TASK STATEMENT:
The whole listing that follows is to be restated word for word, images excluded.

___ TASK INPUT

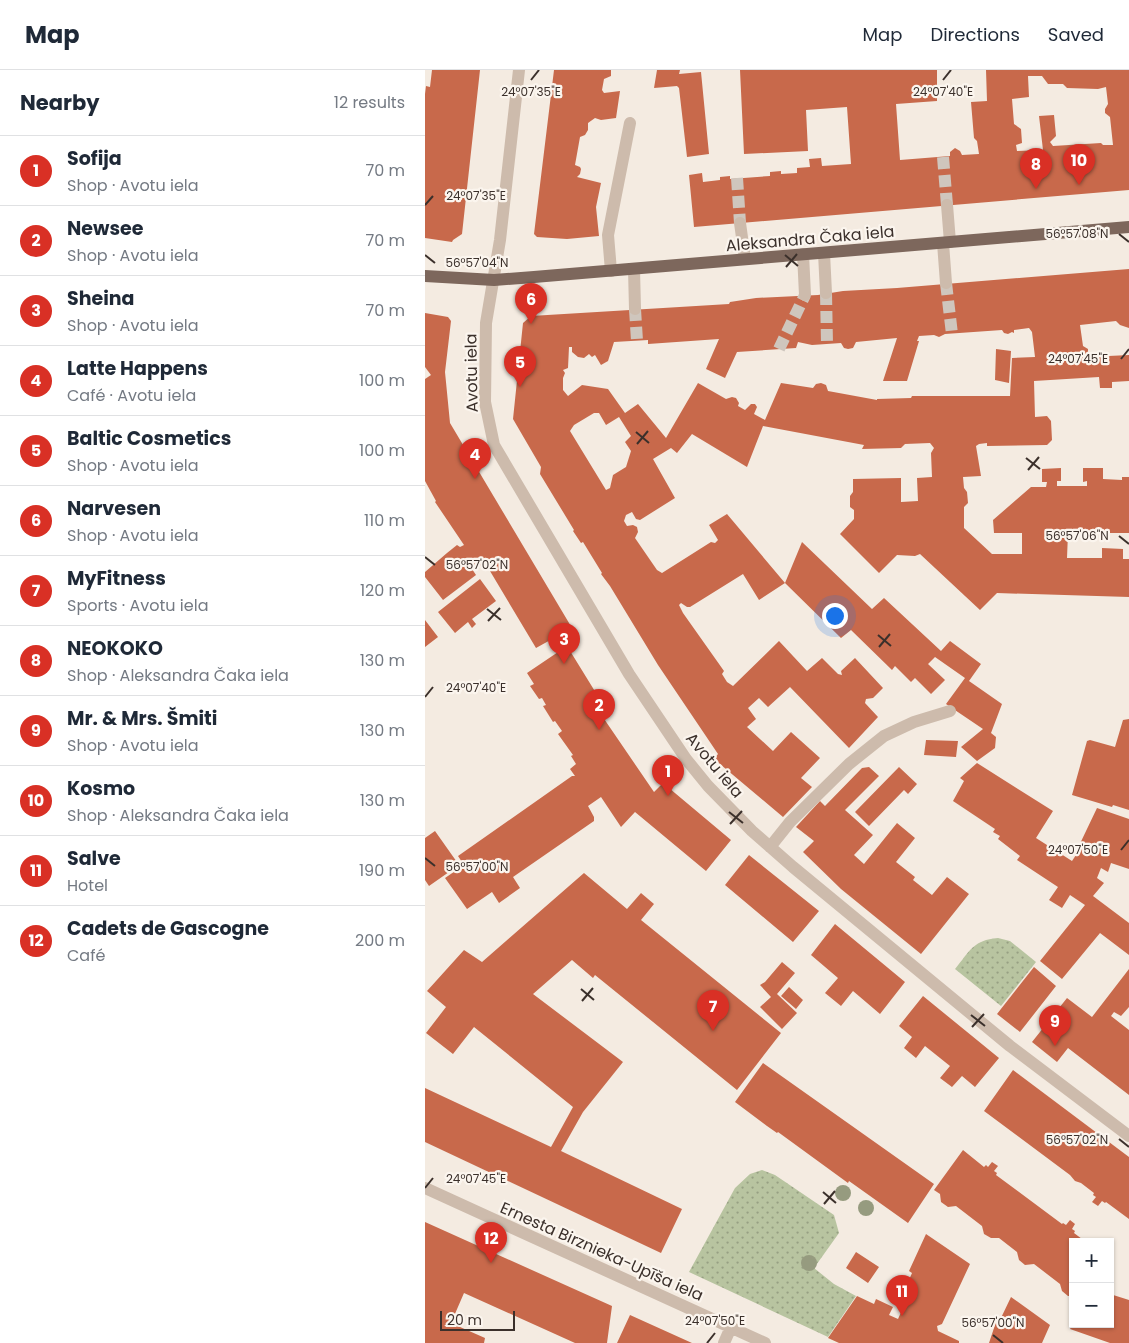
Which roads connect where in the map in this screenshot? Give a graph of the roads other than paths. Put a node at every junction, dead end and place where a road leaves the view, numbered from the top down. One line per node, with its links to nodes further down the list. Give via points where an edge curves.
1 (519, 70): 13 (street, Avotu iela)
2 (630, 123): 11 (street, via 608,235)
3 (947, 205): 6 (street)
4 (740, 223): 9 (street)
5 (1129, 227): 6 (main road, Aleksandra Čaka iela)
6 (946, 242): 7 (main road, Aleksandra Čaka iela); 14 (street)
7 (824, 253): 8 (main road, Aleksandra Čaka iela); 15 (street)
8 (803, 254): 9 (main road, Aleksandra Čaka iela); 16 (street)
9 (745, 259): 10 (main road, Aleksandra Čaka iela)
10 (634, 269): 11 (main road, Aleksandra Čaka iela); 17 (street)
11 (611, 271): 13 (main road, Aleksandra Čaka iela)
12 (425, 276): 13 (main road, Aleksandra Čaka iela)
13 (494, 280): 19 (street, Avotu iela, via 486,323 485,402 493,445 644,698 686,759 708,786)
14 (946, 283)
15 (826, 293)
16 (805, 295)
17 (635, 309)
18 (950, 711): 19 (street, via 884,736 849,764 790,822)
19 (770, 847): 20 (street, Avotu iela, via 1010,1046)
20 (1129, 1136)
21 (425, 1188): 22 (street, Ernesta Birznieka-Upīša iela)
22 (731, 1327): 23 (street); 24 (street, Ernesta Birznieka-Upīša iela)
23 (724, 1343)
24 (765, 1343)

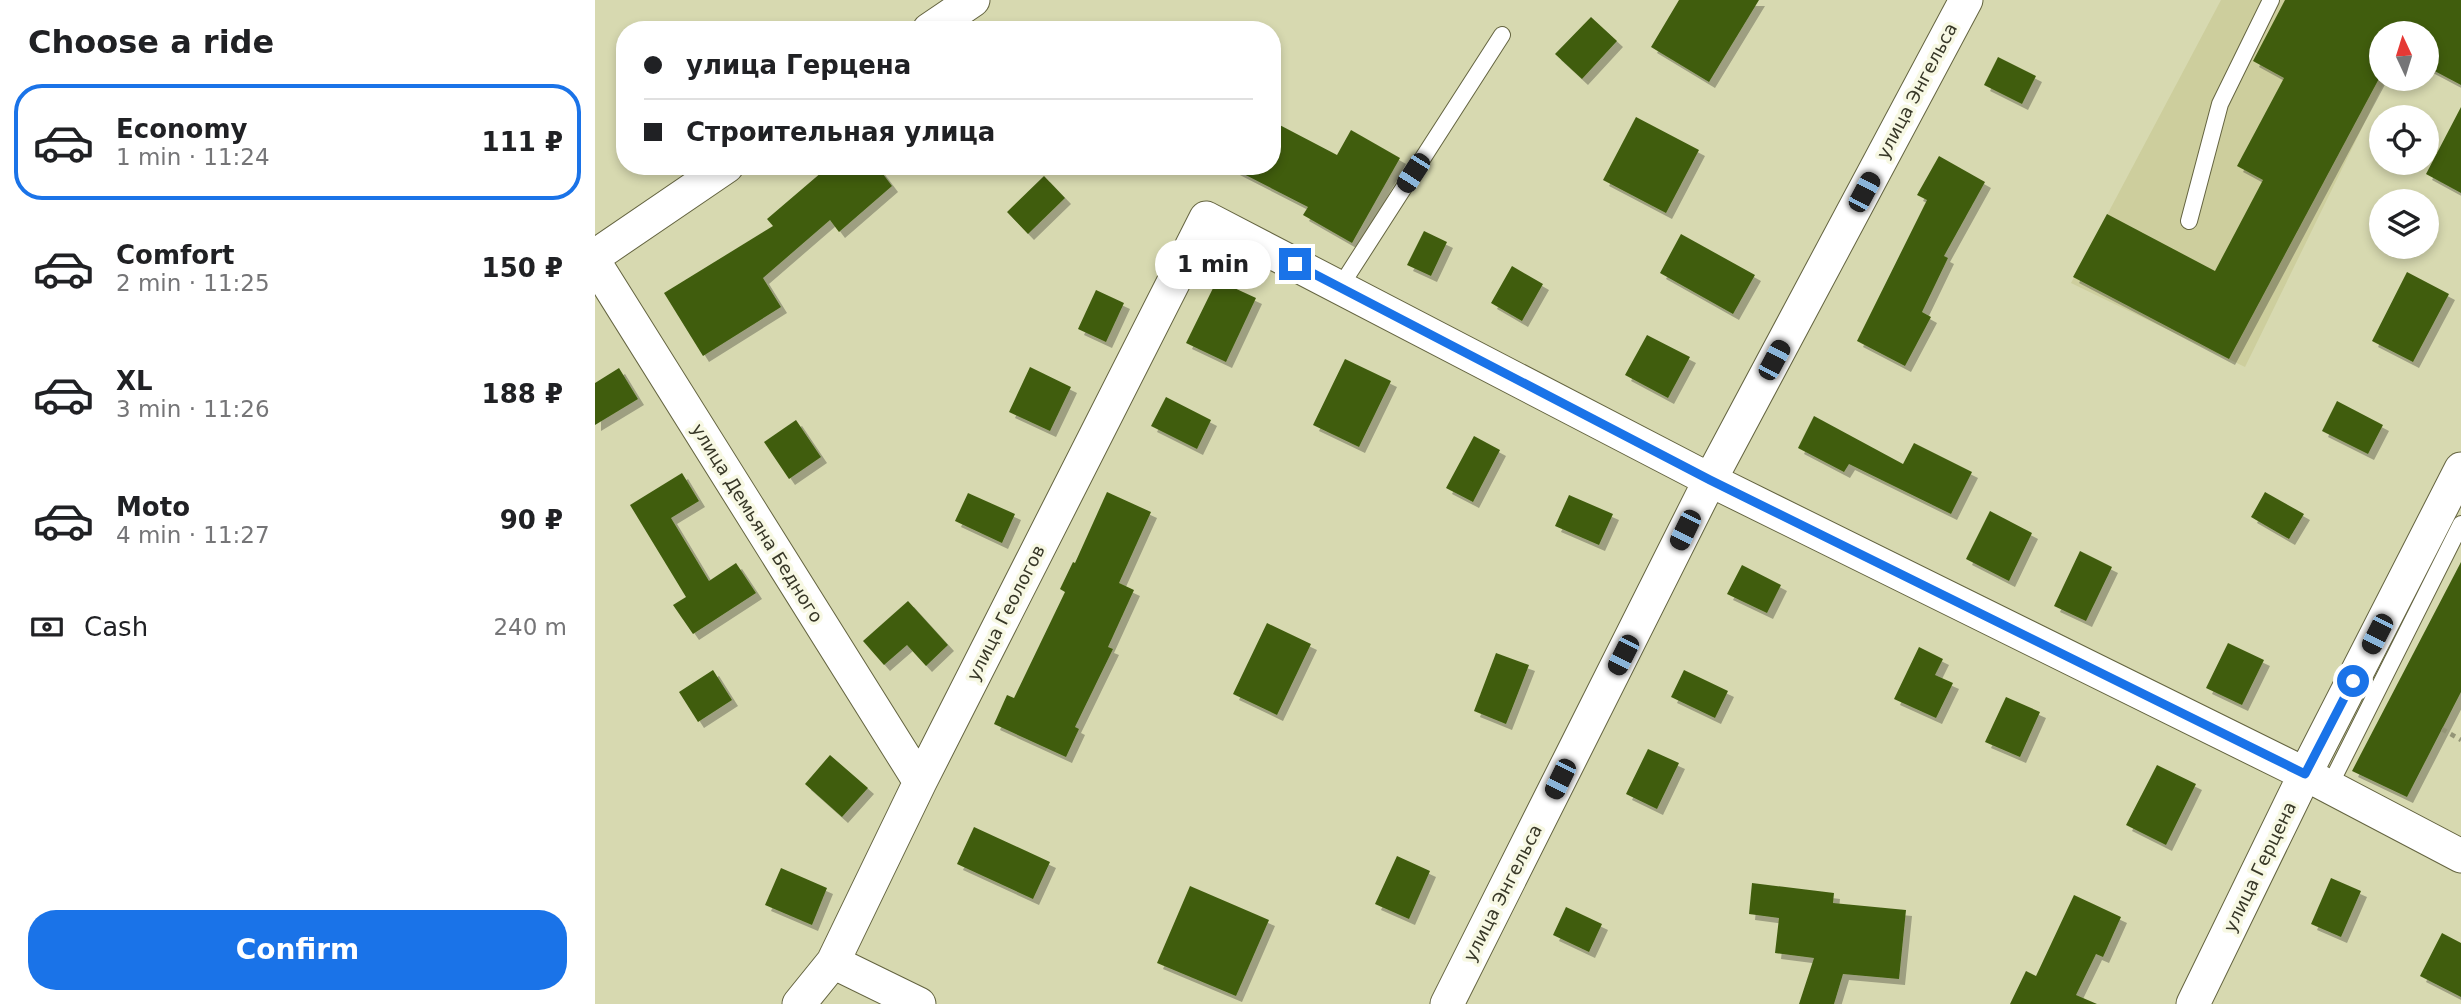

______

EXPECTED OUTPUT:
Which roads connect where in the map in this screenshot? Give a graph of the roads other than paths. Put a node at every junction, dead end and place where a road leaves the view, numbered from the top down. One line per node, with its links to nodes further down the list. Give via points where an edge curves.
1 (519, 70): 13 (street, Avotu iela)
2 (630, 123): 11 (street, via 608,235)
3 (947, 205): 6 (street)
4 (740, 223): 9 (street)
5 (1129, 227): 6 (main road, Aleksandra Čaka iela)
6 (946, 242): 7 (main road, Aleksandra Čaka iela); 14 (street)
7 (824, 253): 8 (main road, Aleksandra Čaka iela); 15 (street)
8 (803, 254): 9 (main road, Aleksandra Čaka iela); 16 (street)
9 (745, 259): 10 (main road, Aleksandra Čaka iela)
10 (634, 269): 11 (main road, Aleksandra Čaka iela); 17 (street)
11 (611, 271): 13 (main road, Aleksandra Čaka iela)
12 (425, 276): 13 (main road, Aleksandra Čaka iela)
13 (494, 280): 19 (street, Avotu iela, via 486,323 485,402 493,445 644,698 686,759 708,786)
14 (946, 283)
15 (826, 293)
16 (805, 295)
17 (635, 309)
18 (950, 711): 19 (street, via 884,736 849,764 790,822)
19 (770, 847): 20 (street, Avotu iela, via 1010,1046)
20 (1129, 1136)
21 (425, 1188): 22 (street, Ernesta Birznieka-Upīša iela)
22 (731, 1327): 23 (street); 24 (street, Ernesta Birznieka-Upīša iela)
23 (724, 1343)
24 (765, 1343)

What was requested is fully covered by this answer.